Après une vie personnelle marquée par la violence, Sonia Kermen est partie vers les Etats-Unis et a trouvé refuge dans l'écriture. Sa nouvelle Le souffle de l'aurore parue dans l'ouvrage Le jour où elles se sont choisies évoque cette reconstruction à l'étranger : "Ce départ, symbolisé par ce « souffle à l’aurore » dans l'avion, était l'acte fondateur de ma décision de "me choisir" et d'offrir une vie de paix à mes enfants"


Comment êtes-vous arrivée aux États-Unis ?

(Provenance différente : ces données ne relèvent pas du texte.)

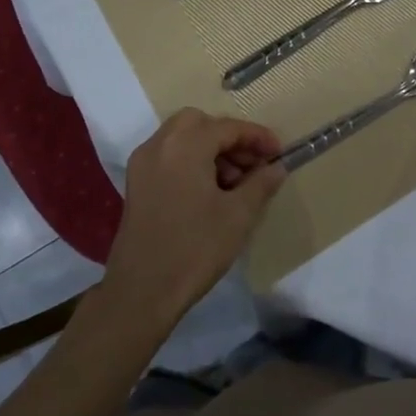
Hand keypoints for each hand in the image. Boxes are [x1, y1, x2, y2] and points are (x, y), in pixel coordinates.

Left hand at [105, 109, 285, 325]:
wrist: (142, 292)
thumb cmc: (195, 248)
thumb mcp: (238, 215)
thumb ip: (261, 183)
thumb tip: (276, 167)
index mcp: (185, 145)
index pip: (228, 127)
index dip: (258, 138)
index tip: (279, 154)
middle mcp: (159, 144)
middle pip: (200, 123)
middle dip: (230, 138)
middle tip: (252, 164)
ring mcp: (143, 163)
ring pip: (182, 138)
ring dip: (210, 149)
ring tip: (234, 183)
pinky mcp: (136, 184)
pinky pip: (169, 156)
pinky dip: (191, 161)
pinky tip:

Mon arrivée aux États-Unis il y a 18 ans a été le point de départ d'une véritable renaissance personnelle. Après avoir traversé des épreuves marquées par la violence et la nécessité de me protéger, j'ai tout planifié avec l'aide d'une avocate pour obtenir les documents nécessaires et quitter mon pays. Ce départ, symbolisé par ce « souffle à l’aurore » dans l'avion, était l'acte fondateur de ma décision de "me choisir" et d'offrir une vie de paix à mes enfants.
L'expatriation a apporté une dimension bilingue et multiculturelle à mon travail
Est-ce que votre vie aux États-Unis a influencé votre écriture ?
Absolument. L'expatriation a apporté une dimension bilingue et multiculturelle à mon travail, m'incitant notamment à écrire des livres jeunesse bilingues pour offrir à mes enfants avec Enzo le petit aventurier/Enzo the Little adventurer, et à d'autres, cette richesse linguistique. De plus, vivre dans des États aussi variés que la Californie, le Colorado et aujourd'hui la Caroline du Nord a nourri mon inspiration. Le dépaysement et la solitude relative de l'expatriée m'ont permis de puiser dans mes racines (bretonnes) tout en développant une écriture centrée sur la résilience et l'authenticité.
Comment en êtes-vous venue à collaborer à l'ouvrage Le jour où elles se sont choisies ?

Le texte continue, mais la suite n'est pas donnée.